▶ _Task to carry out_: Entries must be copied exactly, with nothing left out.

▶ _Collected data_:
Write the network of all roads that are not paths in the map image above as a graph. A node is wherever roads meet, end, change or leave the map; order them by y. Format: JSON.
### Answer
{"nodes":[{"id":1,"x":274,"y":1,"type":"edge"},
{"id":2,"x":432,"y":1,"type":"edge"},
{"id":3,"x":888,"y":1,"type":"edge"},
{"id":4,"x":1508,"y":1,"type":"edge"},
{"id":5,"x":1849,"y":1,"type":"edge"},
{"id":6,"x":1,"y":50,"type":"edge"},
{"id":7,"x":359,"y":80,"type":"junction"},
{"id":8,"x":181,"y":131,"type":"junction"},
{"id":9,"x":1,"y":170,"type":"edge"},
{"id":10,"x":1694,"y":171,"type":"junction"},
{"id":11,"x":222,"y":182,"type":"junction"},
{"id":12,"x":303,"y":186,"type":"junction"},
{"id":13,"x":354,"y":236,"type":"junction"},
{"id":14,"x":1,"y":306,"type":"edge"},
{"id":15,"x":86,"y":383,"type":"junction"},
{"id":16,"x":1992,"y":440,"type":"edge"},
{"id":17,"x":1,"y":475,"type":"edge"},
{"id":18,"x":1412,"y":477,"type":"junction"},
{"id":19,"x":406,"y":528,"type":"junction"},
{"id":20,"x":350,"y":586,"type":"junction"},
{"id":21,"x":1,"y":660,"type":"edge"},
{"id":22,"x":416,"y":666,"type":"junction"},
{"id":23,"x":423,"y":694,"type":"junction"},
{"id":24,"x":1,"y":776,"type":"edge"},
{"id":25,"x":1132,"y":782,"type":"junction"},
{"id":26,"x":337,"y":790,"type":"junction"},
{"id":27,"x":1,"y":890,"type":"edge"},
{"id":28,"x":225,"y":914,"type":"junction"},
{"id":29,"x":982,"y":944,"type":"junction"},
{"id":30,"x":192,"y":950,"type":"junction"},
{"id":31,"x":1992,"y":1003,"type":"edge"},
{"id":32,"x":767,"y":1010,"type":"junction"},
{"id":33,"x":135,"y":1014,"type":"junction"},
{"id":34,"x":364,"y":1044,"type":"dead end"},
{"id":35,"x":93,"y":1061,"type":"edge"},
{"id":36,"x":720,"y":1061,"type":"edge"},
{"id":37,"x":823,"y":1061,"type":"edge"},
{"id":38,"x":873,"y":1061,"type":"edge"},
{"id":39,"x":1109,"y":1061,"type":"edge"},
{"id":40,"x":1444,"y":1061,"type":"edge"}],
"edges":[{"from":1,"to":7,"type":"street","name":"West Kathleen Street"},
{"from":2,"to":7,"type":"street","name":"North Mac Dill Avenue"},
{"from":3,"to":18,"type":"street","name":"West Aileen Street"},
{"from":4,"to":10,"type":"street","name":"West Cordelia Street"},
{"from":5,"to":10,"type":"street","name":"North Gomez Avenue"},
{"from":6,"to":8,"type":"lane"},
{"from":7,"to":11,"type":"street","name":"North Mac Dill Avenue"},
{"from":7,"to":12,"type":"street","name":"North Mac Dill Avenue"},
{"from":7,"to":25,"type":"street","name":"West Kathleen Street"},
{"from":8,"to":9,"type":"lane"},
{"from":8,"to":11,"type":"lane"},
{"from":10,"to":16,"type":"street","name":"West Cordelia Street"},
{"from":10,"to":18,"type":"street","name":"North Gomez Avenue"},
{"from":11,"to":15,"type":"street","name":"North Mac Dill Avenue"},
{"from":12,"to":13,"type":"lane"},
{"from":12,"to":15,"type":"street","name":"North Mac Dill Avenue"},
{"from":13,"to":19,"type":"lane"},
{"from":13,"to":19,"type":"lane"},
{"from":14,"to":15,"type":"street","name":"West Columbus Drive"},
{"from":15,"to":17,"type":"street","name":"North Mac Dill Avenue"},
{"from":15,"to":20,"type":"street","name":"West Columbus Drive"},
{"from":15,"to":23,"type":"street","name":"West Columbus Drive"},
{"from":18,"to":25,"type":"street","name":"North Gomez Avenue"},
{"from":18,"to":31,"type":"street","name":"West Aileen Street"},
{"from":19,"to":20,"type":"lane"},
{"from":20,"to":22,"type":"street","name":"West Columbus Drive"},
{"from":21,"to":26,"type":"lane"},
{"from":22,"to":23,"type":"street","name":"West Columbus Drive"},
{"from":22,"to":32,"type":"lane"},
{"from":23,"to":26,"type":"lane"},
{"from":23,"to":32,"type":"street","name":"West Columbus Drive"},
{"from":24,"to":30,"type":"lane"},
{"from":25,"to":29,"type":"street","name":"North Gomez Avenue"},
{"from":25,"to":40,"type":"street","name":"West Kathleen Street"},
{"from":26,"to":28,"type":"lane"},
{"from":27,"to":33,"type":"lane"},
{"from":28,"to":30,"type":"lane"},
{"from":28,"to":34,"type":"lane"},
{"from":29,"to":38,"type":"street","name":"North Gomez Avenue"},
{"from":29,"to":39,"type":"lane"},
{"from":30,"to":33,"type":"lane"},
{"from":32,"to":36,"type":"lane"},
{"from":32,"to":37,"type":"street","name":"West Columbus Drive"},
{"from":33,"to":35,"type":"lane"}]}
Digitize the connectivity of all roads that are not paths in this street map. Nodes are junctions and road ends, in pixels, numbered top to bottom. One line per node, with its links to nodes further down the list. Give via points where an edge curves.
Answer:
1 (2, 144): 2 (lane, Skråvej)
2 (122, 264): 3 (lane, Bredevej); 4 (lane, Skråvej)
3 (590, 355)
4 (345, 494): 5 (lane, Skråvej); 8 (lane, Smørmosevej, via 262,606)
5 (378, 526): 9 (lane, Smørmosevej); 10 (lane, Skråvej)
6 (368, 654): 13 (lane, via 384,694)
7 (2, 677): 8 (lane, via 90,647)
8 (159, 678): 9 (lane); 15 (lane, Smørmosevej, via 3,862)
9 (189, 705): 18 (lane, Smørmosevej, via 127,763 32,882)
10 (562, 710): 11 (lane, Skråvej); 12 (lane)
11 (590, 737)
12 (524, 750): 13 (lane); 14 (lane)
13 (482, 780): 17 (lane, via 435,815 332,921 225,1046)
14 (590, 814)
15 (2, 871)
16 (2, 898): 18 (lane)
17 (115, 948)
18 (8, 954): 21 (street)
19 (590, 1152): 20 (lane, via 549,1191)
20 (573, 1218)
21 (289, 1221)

▶ _Result of the exercise_:
Write the network of all roads that are not paths in the map image above as a graph. A node is wherever roads meet, end, change or leave the map; order them by y. Format: JSON.
### Answer
{"nodes":[{"id":1,"x":274,"y":1,"type":"edge"},
{"id":2,"x":432,"y":1,"type":"edge"},
{"id":3,"x":888,"y":1,"type":"edge"},
{"id":4,"x":1508,"y":1,"type":"edge"},
{"id":5,"x":1849,"y":1,"type":"edge"},
{"id":6,"x":1,"y":50,"type":"edge"},
{"id":7,"x":359,"y":80,"type":"junction"},
{"id":8,"x":181,"y":131,"type":"junction"},
{"id":9,"x":1,"y":170,"type":"edge"},
{"id":10,"x":1694,"y":171,"type":"junction"},
{"id":11,"x":222,"y":182,"type":"junction"},
{"id":12,"x":303,"y":186,"type":"junction"},
{"id":13,"x":354,"y":236,"type":"junction"},
{"id":14,"x":1,"y":306,"type":"edge"},
{"id":15,"x":86,"y":383,"type":"junction"},
{"id":16,"x":1992,"y":440,"type":"edge"},
{"id":17,"x":1,"y":475,"type":"edge"},
{"id":18,"x":1412,"y":477,"type":"junction"},
{"id":19,"x":406,"y":528,"type":"junction"},
{"id":20,"x":350,"y":586,"type":"junction"},
{"id":21,"x":1,"y":660,"type":"edge"},
{"id":22,"x":416,"y":666,"type":"junction"},
{"id":23,"x":423,"y":694,"type":"junction"},
{"id":24,"x":1,"y":776,"type":"edge"},
{"id":25,"x":1132,"y":782,"type":"junction"},
{"id":26,"x":337,"y":790,"type":"junction"},
{"id":27,"x":1,"y":890,"type":"edge"},
{"id":28,"x":225,"y":914,"type":"junction"},
{"id":29,"x":982,"y":944,"type":"junction"},
{"id":30,"x":192,"y":950,"type":"junction"},
{"id":31,"x":1992,"y":1003,"type":"edge"},
{"id":32,"x":767,"y":1010,"type":"junction"},
{"id":33,"x":135,"y":1014,"type":"junction"},
{"id":34,"x":364,"y":1044,"type":"dead end"},
{"id":35,"x":93,"y":1061,"type":"edge"},
{"id":36,"x":720,"y":1061,"type":"edge"},
{"id":37,"x":823,"y":1061,"type":"edge"},
{"id":38,"x":873,"y":1061,"type":"edge"},
{"id":39,"x":1109,"y":1061,"type":"edge"},
{"id":40,"x":1444,"y":1061,"type":"edge"}],
"edges":[{"from":1,"to":7,"type":"street","name":"West Kathleen Street"},
{"from":2,"to":7,"type":"street","name":"North Mac Dill Avenue"},
{"from":3,"to":18,"type":"street","name":"West Aileen Street"},
{"from":4,"to":10,"type":"street","name":"West Cordelia Street"},
{"from":5,"to":10,"type":"street","name":"North Gomez Avenue"},
{"from":6,"to":8,"type":"lane"},
{"from":7,"to":11,"type":"street","name":"North Mac Dill Avenue"},
{"from":7,"to":12,"type":"street","name":"North Mac Dill Avenue"},
{"from":7,"to":25,"type":"street","name":"West Kathleen Street"},
{"from":8,"to":9,"type":"lane"},
{"from":8,"to":11,"type":"lane"},
{"from":10,"to":16,"type":"street","name":"West Cordelia Street"},
{"from":10,"to":18,"type":"street","name":"North Gomez Avenue"},
{"from":11,"to":15,"type":"street","name":"North Mac Dill Avenue"},
{"from":12,"to":13,"type":"lane"},
{"from":12,"to":15,"type":"street","name":"North Mac Dill Avenue"},
{"from":13,"to":19,"type":"lane"},
{"from":13,"to":19,"type":"lane"},
{"from":14,"to":15,"type":"street","name":"West Columbus Drive"},
{"from":15,"to":17,"type":"street","name":"North Mac Dill Avenue"},
{"from":15,"to":20,"type":"street","name":"West Columbus Drive"},
{"from":15,"to":23,"type":"street","name":"West Columbus Drive"},
{"from":18,"to":25,"type":"street","name":"North Gomez Avenue"},
{"from":18,"to":31,"type":"street","name":"West Aileen Street"},
{"from":19,"to":20,"type":"lane"},
{"from":20,"to":22,"type":"street","name":"West Columbus Drive"},
{"from":21,"to":26,"type":"lane"},
{"from":22,"to":23,"type":"street","name":"West Columbus Drive"},
{"from":22,"to":32,"type":"lane"},
{"from":23,"to":26,"type":"lane"},
{"from":23,"to":32,"type":"street","name":"West Columbus Drive"},
{"from":24,"to":30,"type":"lane"},
{"from":25,"to":29,"type":"street","name":"North Gomez Avenue"},
{"from":25,"to":40,"type":"street","name":"West Kathleen Street"},
{"from":26,"to":28,"type":"lane"},
{"from":27,"to":33,"type":"lane"},
{"from":28,"to":30,"type":"lane"},
{"from":28,"to":34,"type":"lane"},
{"from":29,"to":38,"type":"street","name":"North Gomez Avenue"},
{"from":29,"to":39,"type":"lane"},
{"from":30,"to":33,"type":"lane"},
{"from":32,"to":36,"type":"lane"},
{"from":32,"to":37,"type":"street","name":"West Columbus Drive"},
{"from":33,"to":35,"type":"lane"}]}
Digitize the connectivity of all roads that are not paths in this street map. Nodes are junctions and road ends, in pixels, numbered top to bottom. One line per node, with its links to nodes further down the list. Give via points where an edge curves.
Answer:
1 (2, 144): 2 (lane, Skråvej)
2 (122, 264): 3 (lane, Bredevej); 4 (lane, Skråvej)
3 (590, 355)
4 (345, 494): 5 (lane, Skråvej); 8 (lane, Smørmosevej, via 262,606)
5 (378, 526): 9 (lane, Smørmosevej); 10 (lane, Skråvej)
6 (368, 654): 13 (lane, via 384,694)
7 (2, 677): 8 (lane, via 90,647)
8 (159, 678): 9 (lane); 15 (lane, Smørmosevej, via 3,862)
9 (189, 705): 18 (lane, Smørmosevej, via 127,763 32,882)
10 (562, 710): 11 (lane, Skråvej); 12 (lane)
11 (590, 737)
12 (524, 750): 13 (lane); 14 (lane)
13 (482, 780): 17 (lane, via 435,815 332,921 225,1046)
14 (590, 814)
15 (2, 871)
16 (2, 898): 18 (lane)
17 (115, 948)
18 (8, 954): 21 (street)
19 (590, 1152): 20 (lane, via 549,1191)
20 (573, 1218)
21 (289, 1221)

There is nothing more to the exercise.